Trump business deductions: sketchy, normal or in-between?
NEW YORK (AP) — The massive losses Donald Trump claimed on tax returns were reportedly due at least in part to huge deductions he took against income his businesses had before and after he became president. A key question: Were those deductions reported by The New York Times excessive and possibly illegal? They enabled Trump to avoid millions of dollars in taxes. Trump reportedly wrote off millions for expenses on real estate properties he used personally but claimed were businesses.
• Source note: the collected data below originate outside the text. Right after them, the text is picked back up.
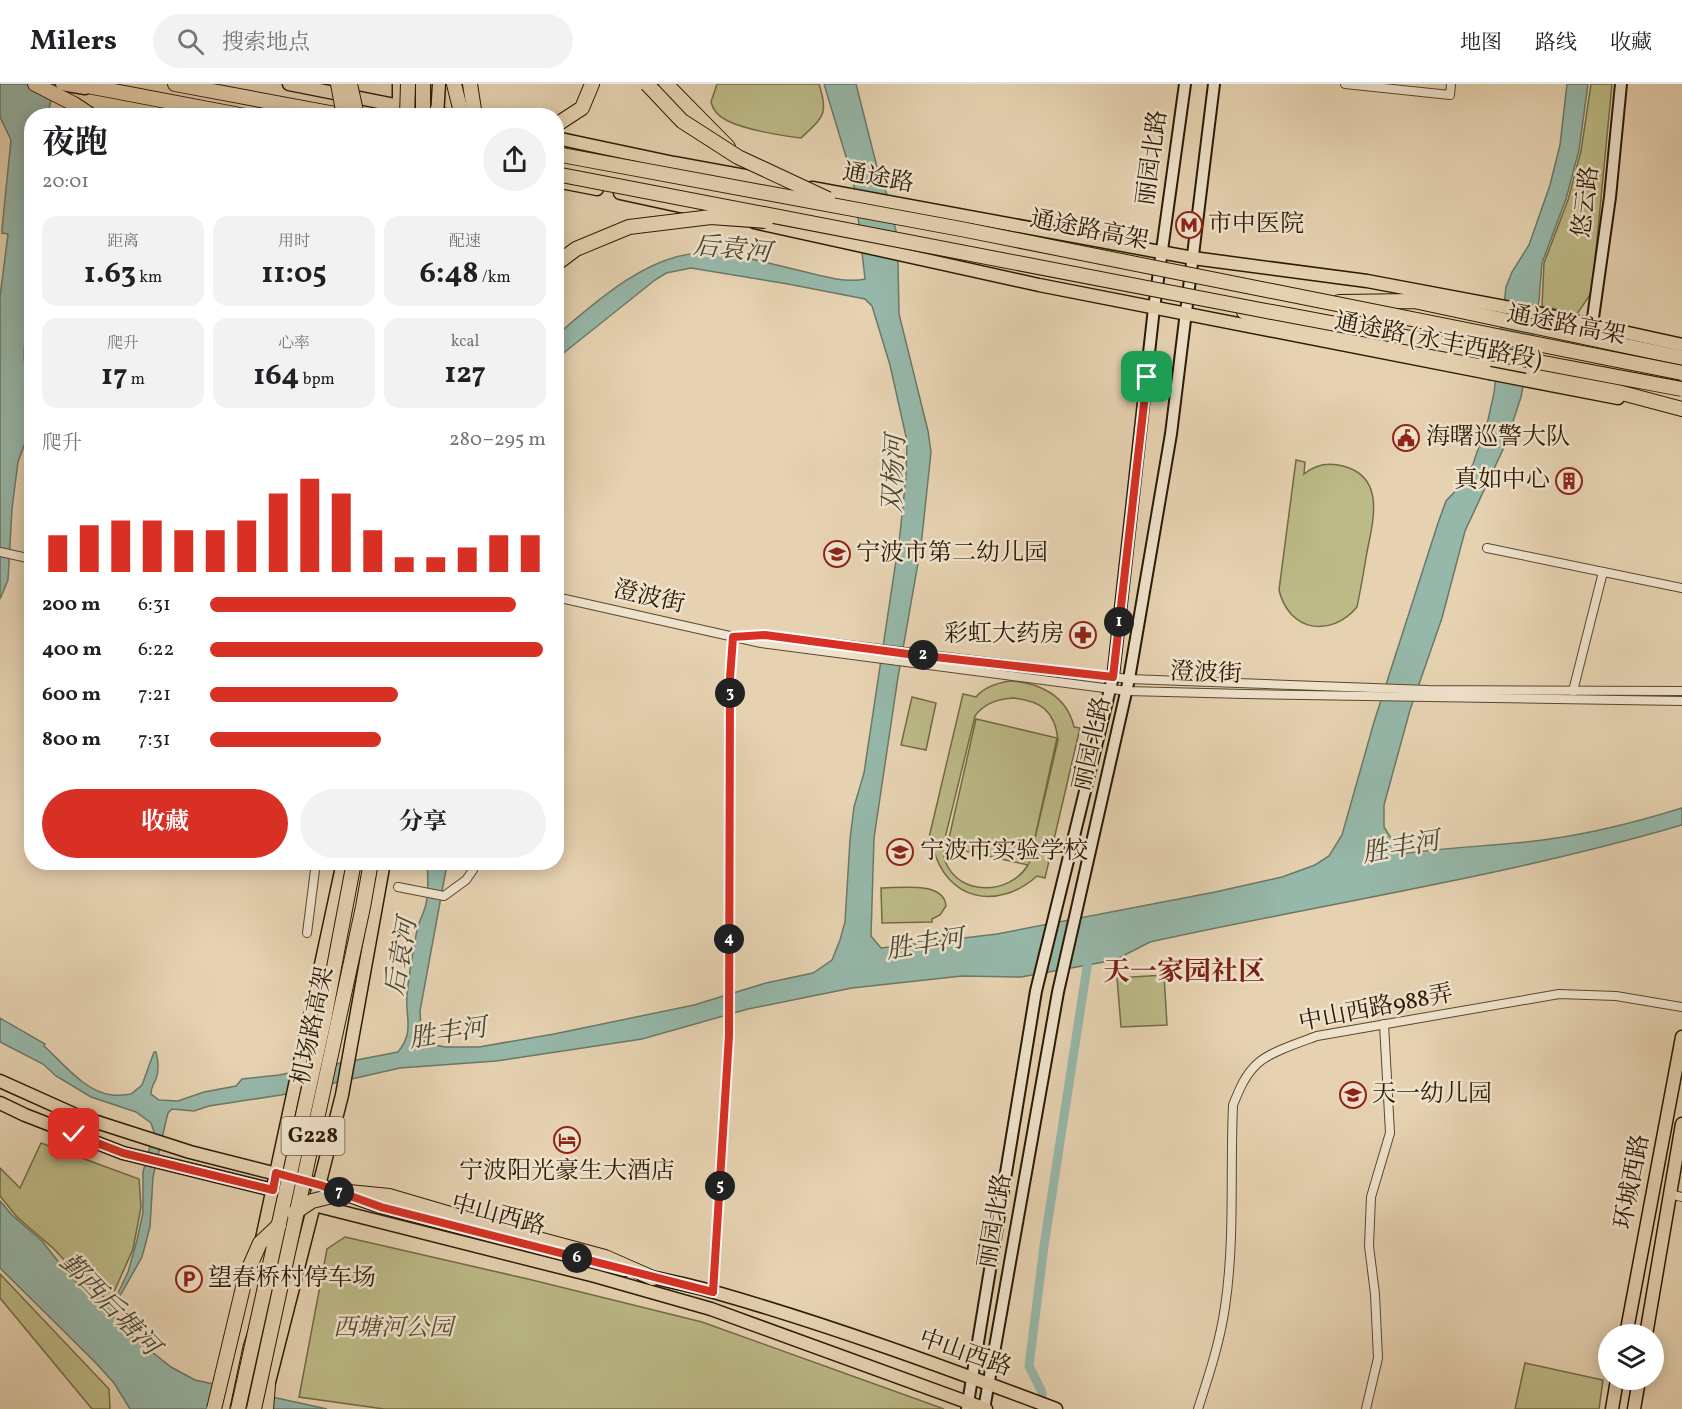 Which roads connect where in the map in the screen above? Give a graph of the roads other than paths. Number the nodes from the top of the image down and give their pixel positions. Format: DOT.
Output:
graph roads {
  1 [pos="35,84"];
  2 [pos="62,84"];
  3 [pos="77,84"];
  4 [pos="175,84"];
  5 [pos="289,84"];
  6 [pos="338,84"];
  7 [pos="350,84"];
  8 [pos="399,84"];
  9 [pos="408,84"];
  10 [pos="423,84"];
  11 [pos="439,84"];
  12 [pos="454,84"];
  13 [pos="470,84"];
  14 [pos="592,84"];
  15 [pos="647,84"];
  16 [pos="666,84"];
  17 [pos="1185,84"];
  18 [pos="1214,84"];
  19 [pos="1345,84"];
  20 [pos="1451,84"];
  21 [pos="1621,84"];
  22 [pos="1360,85"];
  23 [pos="80,108"];
  24 [pos="181,108"];
  25 [pos="203,108"];
  26 [pos="302,108"];
  27 [pos="343,108"];
  28 [pos="355,108"];
  29 [pos="386,108"];
  30 [pos="402,108"];
  31 [pos="403,108"];
  32 [pos="423,108"];
  33 [pos="441,108"];
  34 [pos="460,108"];
  35 [pos="474,108"];
  36 [pos="564,120"];
  37 [pos="564,140"];
  38 [pos="564,155"];
  39 [pos="738,157"];
  40 [pos="564,175"];
  41 [pos="564,182"];
  42 [pos="850,202"];
  43 [pos="788,217"];
  44 [pos="1162,251"];
  45 [pos="564,258"];
  46 [pos="1193,258"];
  47 [pos="1205,299"];
  48 [pos="1331,302"];
  49 [pos="1154,308"];
  50 [pos="1186,314"];
  51 [pos="1592,326"];
  52 [pos="1680,353"];
  53 [pos="1682,373"];
  54 [pos="1682,389"];
  55 [pos="1682,410"];
  56 [pos="1487,548"];
  57 [pos="0,552"];
  58 [pos="24,558"];
  59 [pos="1602,572"];
  60 [pos="1682,588"];
  61 [pos="564,599"];
  62 [pos="733,637"];
  63 [pos="908,658"];
  64 [pos="1112,683"];
  65 [pos="1128,685"];
  66 [pos="1574,691"];
  67 [pos="1682,692"];
  68 [pos="1428,694"];
  69 [pos="1682,701"];
  70 [pos="315,870"];
  71 [pos="341,870"];
  72 [pos="352,870"];
  73 [pos="370,870"];
  74 [pos="383,870"];
  75 [pos="473,870"];
  76 [pos="398,887"];
  77 [pos="307,933"];
  78 [pos="1682,1007"];
  79 [pos="1384,1024"];
  80 [pos="1682,1037"];
  81 [pos="0,1081"];
  82 [pos="0,1103"];
  83 [pos="1682,1124"];
  84 [pos="276,1173"];
  85 [pos="320,1185"];
  86 [pos="273,1190"];
  87 [pos="1676,1192"];
  88 [pos="314,1205"];
  89 [pos="653,1278"];
  90 [pos="713,1292"];
  91 [pos="248,1306"];
  92 [pos="1628,1324"];
  93 [pos="1648,1324"];
  94 [pos="973,1378"];
  95 [pos="269,1383"];
  96 [pos="988,1384"];
  97 [pos="1615,1390"];
  98 [pos="1637,1390"];
  99 [pos="968,1406"];
  100 [pos="214,1409"];
  101 [pos="222,1409"];
  102 [pos="228,1409"];
  103 [pos="238,1409"];
  104 [pos="254,1409"];
  105 [pos="265,1409"];
  106 [pos="985,1409"];
  107 [pos="1056,1409"];
  108 [pos="1198,1409"];
  109 [pos="1366,1409"];
  110 [pos="1612,1409"];
  111 [pos="1634,1409"];
  1 -- 23 [label="highway"];
  2 -- 24 [label="main road"];
  3 -- 25 [label="highway"];
  4 -- 26 [label="highway"];
  5 -- 29 [label="main road"];
  6 -- 27 [label="highway, bridge"];
  7 -- 28 [label="highway, bridge"];
  8 -- 30 [label="main road"];
  9 -- 31 [label="highway, bridge"];
  10 -- 32 [label="highway, bridge"];
  11 -- 33 [label="main road"];
  12 -- 34 [label="highway"];
  13 -- 35 [label="highway"];
  14 -- 36 [label="highway"];
  15 -- 39 [label="highway, bridge"];
  16 -- 39 [label="highway, bridge"];
  17 -- 44 [label="main road, 丽园北路"];
  18 -- 46 [label="main road, 丽园北路"];
  19 -- 22 [label="street"];
  20 -- 22 [label="street"];
  21 -- 51 [label="main road, 悠云路"];
  37 -- 42 [label="main road, 通途路"];
  38 -- 42 [label="highway, 通途路高架, bridge"];
  39 -- 42 [label="highway, bridge"];
  40 -- 43 [label="highway, 通途路高架, bridge"];
  41 -- 49 [label="main road"];
  42 -- 44 [label="main road, 通途路"];
  42 -- 48 [label="highway, 通途路高架, bridge"];
  43 -- 45 [label="highway, bridge"];
  43 -- 47 [label="highway, 通途路高架, bridge"];
  44 -- 46 [label="main road, 通途路"];
  44 -- 49 [label="main road, 丽园北路"];
  46 -- 50 [label="main road, 丽园北路"];
  46 -- 51 [label="main road, 通途路 (永丰西路段)"];
  47 -- 54 [label="highway, 通途路高架, bridge"];
  47 -- 55 [label="highway, bridge"];
  48 -- 52 [label="highway, bridge"];
  48 -- 53 [label="highway, 通途路高架, bridge"];
  49 -- 50 [label="main road"];
  49 -- 64 [label="main road, 丽园北路"];
  50 -- 55 [label="main road, 通途路 (永丰西路段), bridge"];
  50 -- 65 [label="main road, 丽园北路"];
  51 -- 52 [label="main road, 通途路 (永丰西路段)"];
  56 -- 59 [label="street"];
  57 -- 58 [label="street"];
  59 -- 60 [label="street"];
  59 -- 66 [label="street"];
  61 -- 62 [label="street, 澄波街"];
  62 -- 63 [label="street, 澄波街"];
  62 -- 63 [label="street, 澄波街"];
  62 -- 90 [label="street"];
  63 -- 64 [label="street, 澄波街"];
  64 -- 65 [label="street, 澄波街"];
  64 -- 94 [label="main road, 丽园北路"];
  65 -- 68 [label="street, 澄波街"];
  65 -- 96 [label="main road, 丽园北路"];
  66 -- 67 [label="street, 澄波街"];
  66 -- 68 [label="street, 澄波街"];
  68 -- 69 [label="street, 澄波街"];
  70 -- 77 [label="street"];
  71 -- 84 [label="main road"];
  72 -- 103 [label="highway, 机场路高架 / G228, bridge"];
  73 -- 104 [label="highway, 机场路高架 / G228, bridge"];
  74 -- 85 [label="main road"];
  75 -- 76 [label="street"];
  78 -- 79 [label="street, 中山西路988弄"];
  79 -- 108 [label="street, 中山西路988弄"];
  79 -- 109 [label="street"];
  80 -- 92 [label="main road, 环城西路"];
  81 -- 84 [label="main road, 中山西路"];
  82 -- 86 [label="main road, 中山西路"];
  83 -- 87 [label="main road, 环城西路"];
  84 -- 85 [label="main road, 中山西路"];
  84 -- 86 [label="main road"];
  85 -- 88 [label="main road"];
  85 -- 89 [label="main road, 中山西路"];
  86 -- 88 [label="main road, 中山西路"];
  86 -- 91 [label="main road"];
  87 -- 93 [label="main road, 环城西路"];
  88 -- 95 [label="main road"];
  88 -- 99 [label="main road, 中山西路"];
  89 -- 90 [label="main road, 中山西路"];
  89 -- 100 [label="highway, bridge"];
  90 -- 94 [label="main road, 中山西路"];
  91 -- 101 [label="highway"];
  91 -- 102 [label="main road"];
  94 -- 96 [label="main road, 中山西路"];
  94 -- 99 [label="main road, 丽园北路"];
  95 -- 105 [label="highway"];
  96 -- 106 [label="main road, 丽园北路"];
  96 -- 107 [label="main road, 中山西路"];
  97 -- 110 [label="main road"];
  98 -- 111 [label="main road"];
  99 -- 106 [label="main road, 中山西路"];
}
He also deducted millions of dollars in consultants’ fees, including fees paid his daughter Ivanka. It would be up to the IRS to decide whether the deductions are legitimate.
Facebook tightens political ad bans as US election nears
WASHINGTON (AP) — With just over a month to go before Americans head en masse to the polls in an extraordinarily contentious election, Facebook is expanding restrictions on political advertising, including new bans on messages claiming widespread voter fraud. New prohibitions laid out in a blog post this week come days after President Donald Trump raised the prospect of mass fraud in the vote-by-mail process during a debate with Democratic rival Joe Biden. Banned ads “would include calling a method of voting inherently fraudulent or corrupt.”
Airline furloughs begin as federal pandemic relief expires
DALLAS (AP) — Thousands of airline employees are getting furloughed while the companies wait to see if they will get more money from taxpayers. On Thursday, the White House included $20 billion for airlines in a $1.6 trillion COVID-19 relief proposal. That’s closer to House Democrats’ $2.2 trillion plan, but an agreement is still up in the air. Airlines and their unions are lobbying for more federal money to keep workers on the job through next March. Airlines are losing billions because air travel is down nearly 70% from a year ago.
Carnival cancels most 2020 US cruises as CDC extends ban
MIAMI (AP) — Carnival Cruise Line is canceling most U.S. sailings through the end of this year. It’s the latest sign that the cruise industry’s recovery from the coronavirus pandemic could still be many months away. The company says it’s canceling sailings from all ports except its home ports of Miami and Port Canaveral, Florida, but it stressed that it still might not sail from those ports in November and December. Carnival’s announcement came the day after the U.S. Centers for Disease Control and Prevention extended a ban on large cruises in U.S. waters through Oct. 31.
Stocks tick up as Wall Street waits for aid from Washington
NEW YORK (AP) — U.S. stocks climbed on Thursday, but only after pinballing through another shaky day of trading, as Wall Street waits to see if Washington can get past its partisanship to deliver another economic rescue package. The S&P 500 ended the day 0.5% higher. But it careened from an early 1% gain to a slight loss before arriving there. The Nasdaq composite rose a healthier 1.4%, as tech stocks again propped up the market.
The S&P 500 ended 17.80 points higher, or 0.5%, at 3,380.80. The Dow Jones Industrial Average rose 35.20 points, or 0.1%, to 27,816.90. The Nasdaq composite rose 159.00 points or 1.4%, to 11,326.51. The Russell 2000 index of smaller-company stocks rose 23.51 points, or 1.6%, to 1,531.20.